The defendant next contends that the trial judge’s decision during trial to reverse his earlier ruling and to allow evidence of the other crime — the armed robbery at the Church’s Chicken restaurant — denied him a fair trial. The defendant has already attacked the propriety of this ruling; here, he argues that the ruling was ill-timed, coming after counsel had made a strategic decision incompatible with it.
The defendant traces the problem to defense counsel’s opening statement, which included a statement to the jury that Leon White, the manager of the Church’s Chicken restaurant, would testify that the defendant appeared to have bruises on his face the day after his arrest and interrogation. Counsel also mentioned that White would dispute during trial the State’s photographic evidence of the defendant’s physical condition.
As we have said, the trial judge later decided to allow information about the Church’s Chicken robbery into evidence. During the defendant’s case in chief, defense counsel renewed his motion for a mistrial regarding the changed ruling. Defense counsel recited his understanding that if White were called to testify, the State would be allowed to question him concerning his identification of the defendant as one of the Church’s Chicken robbers. Because of that, counsel said that he had determined not to call White as a witness. Yet defense counsel feared that the defense would lose credibility before the jury by not fulfilling the promise, made in the opening statement, to present that evidence. The trial judge denied the motion for a mistrial but directed the prosecution not to mention to the jury defense counsel’s failure to have White testify. The State complied with that order; the missing witness was not mentioned.
The defendant argues that the importance of the promised testimony was so apparent that the jury could not have failed to notice and consider its absence. Thus, the defendant believes that the change in ruling operated to deny him a fair trial. Implicit in the defendant’s argument is the assumption that he was entitled to rely, in shaping his opening statement, on the trial judge’s original decision concerning the other-crime evidence. To be sure, prejudice may result when a decision at trial is made in reliance on an evidentiary ruling and the ruling later is changed. (See, e.g., People v.
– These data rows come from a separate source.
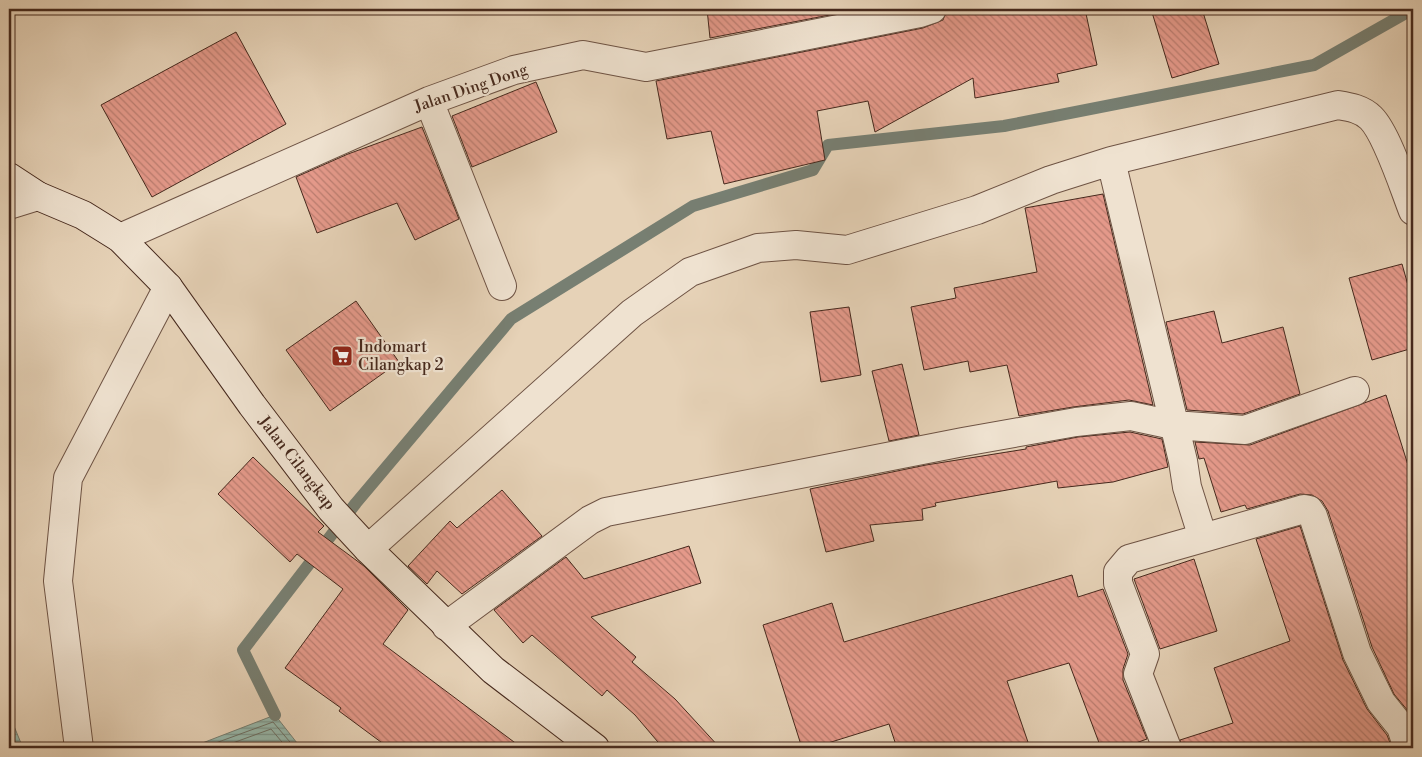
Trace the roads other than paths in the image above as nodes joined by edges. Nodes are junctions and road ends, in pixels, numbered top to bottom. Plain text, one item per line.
1 (932, 9) edge
2 (429, 101) junction
3 (1112, 161) junction
4 (9, 177) edge
5 (38, 196) junction
6 (9, 205) edge
7 (1413, 211) edge
8 (120, 238) junction
9 (502, 286) dead end
10 (168, 287) junction
11 (1355, 391) dead end
12 (1174, 425) junction
13 (1204, 538) junction
14 (360, 540) junction
15 (446, 626) junction
16 (79, 748) edge
17 (595, 748) edge
18 (1167, 748) edge
19 (1408, 748) edge

1 - 2 street, Jalan Ding Dong
2 - 8 street, Jalan Ding Dong
2 - 9 street
3 - 7 street
3 - 12 street
3 - 14 street
4 - 5 street, Jalan Cilangkap
5 - 6 street
5 - 8 street, Jalan Cilangkap
8 - 10 street, Jalan Cilangkap
10 - 14 street, Jalan Cilangkap
10 - 16 street
11 - 12 street
12 - 13 street
12 - 15 street
13 - 18 street
13 - 19 street
14 - 15 street, Jalan Cilangkap
15 - 17 street, Jalan Cilangkap

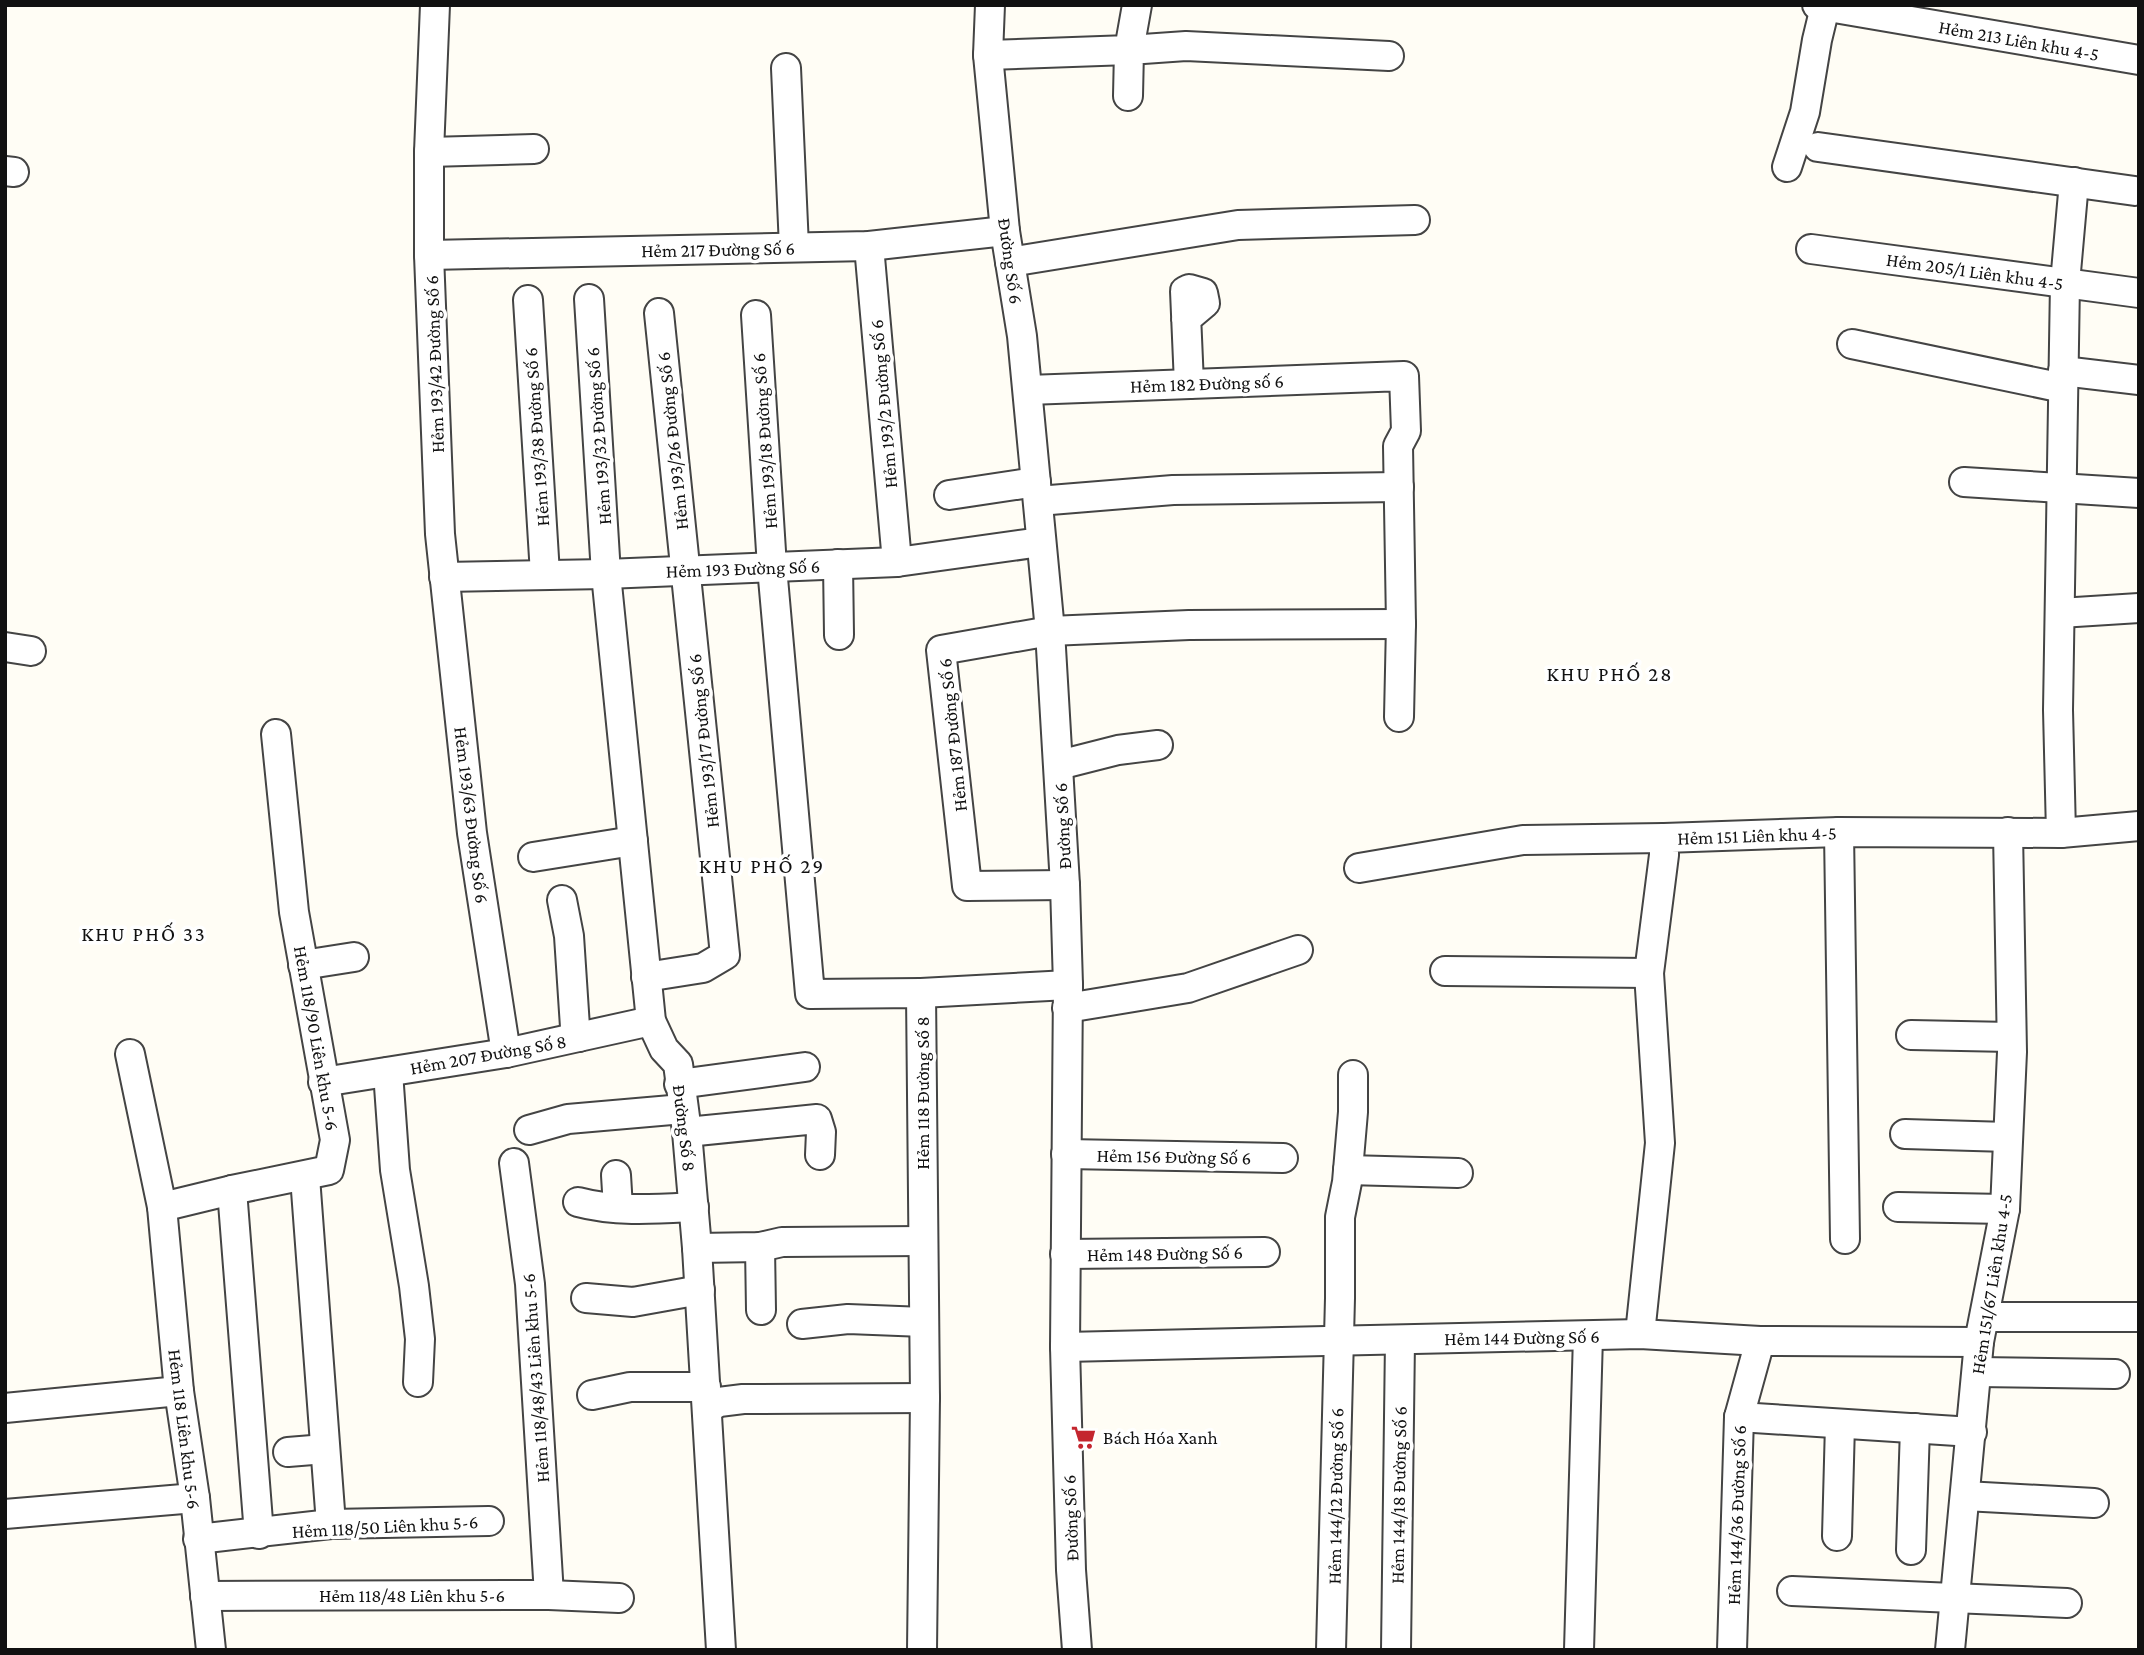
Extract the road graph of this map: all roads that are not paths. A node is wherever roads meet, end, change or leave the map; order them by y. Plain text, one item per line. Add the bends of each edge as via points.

Cooper (1978), 66 Ill. App. 3d 205 (defendant testified, following trial judge’s definitive ruling barring use of conviction for impeachment, but trial judge later changed his mind and permitted the impeachment; new trial ordered).) For several reasons here, however, we are of the opinion that no error occurred and no prejudice ensued.
First, when the trial judge made his initial ruling, he intimated that it might be reconsidered later on. The judge said that he did not want the Church’s Chicken robbery “brought before the jury” and then said, “Now, if there is some information that I feel is relevant, that stems from the Church’s Chicken, then let’s cross that bridge when we get to it and I am sure there is some way that will be satisfactory between the two of you, so no one is hurt.” The trial judge also advised the State, “During opening I want nothing mentioned about Church’s.” Defense counsel was made aware from those remarks that information concerning the other crime might eventually be permitted.
The defendant argues, however, that the purpose of the opening statement is to advise the trier of fact— here, the jury — what the evidence will show. (People v. Warmack (1980), 83 Ill. 2d 112.) Accordingly, error may occur when the prosecution asserts in the opening statement facts or propositions on which no evidence later is presented. (People v. Whitlow (1982), 89 Ill. 2d 322.) By analogy, the defendant argues that error resulted here when the change in ruling made it inadvisable to present the promised testimony. The analogy is imperfect, however. Cases involving prosecutorial misconduct assume that the jury failed to notice the absence of evidence on a particular point that was asserted in the opening statement; here, the defendant makes the opposite assumption. Given the length of the .trial and the variety of prosecution and defense witnesses, we do not believe that any prejudice ensued from the failure by the defense to present the promised testimony. We note, too, that the defendant presented Darlene Harland’s testimony on his physical condition the day after his arrest. Thus, the jury heard the substance of what the opening statement promised, and the other witness’ absence may have gone unnoticed. For the reasons mentioned, we do not believe that the change in ruling denied the defendant a fair trial.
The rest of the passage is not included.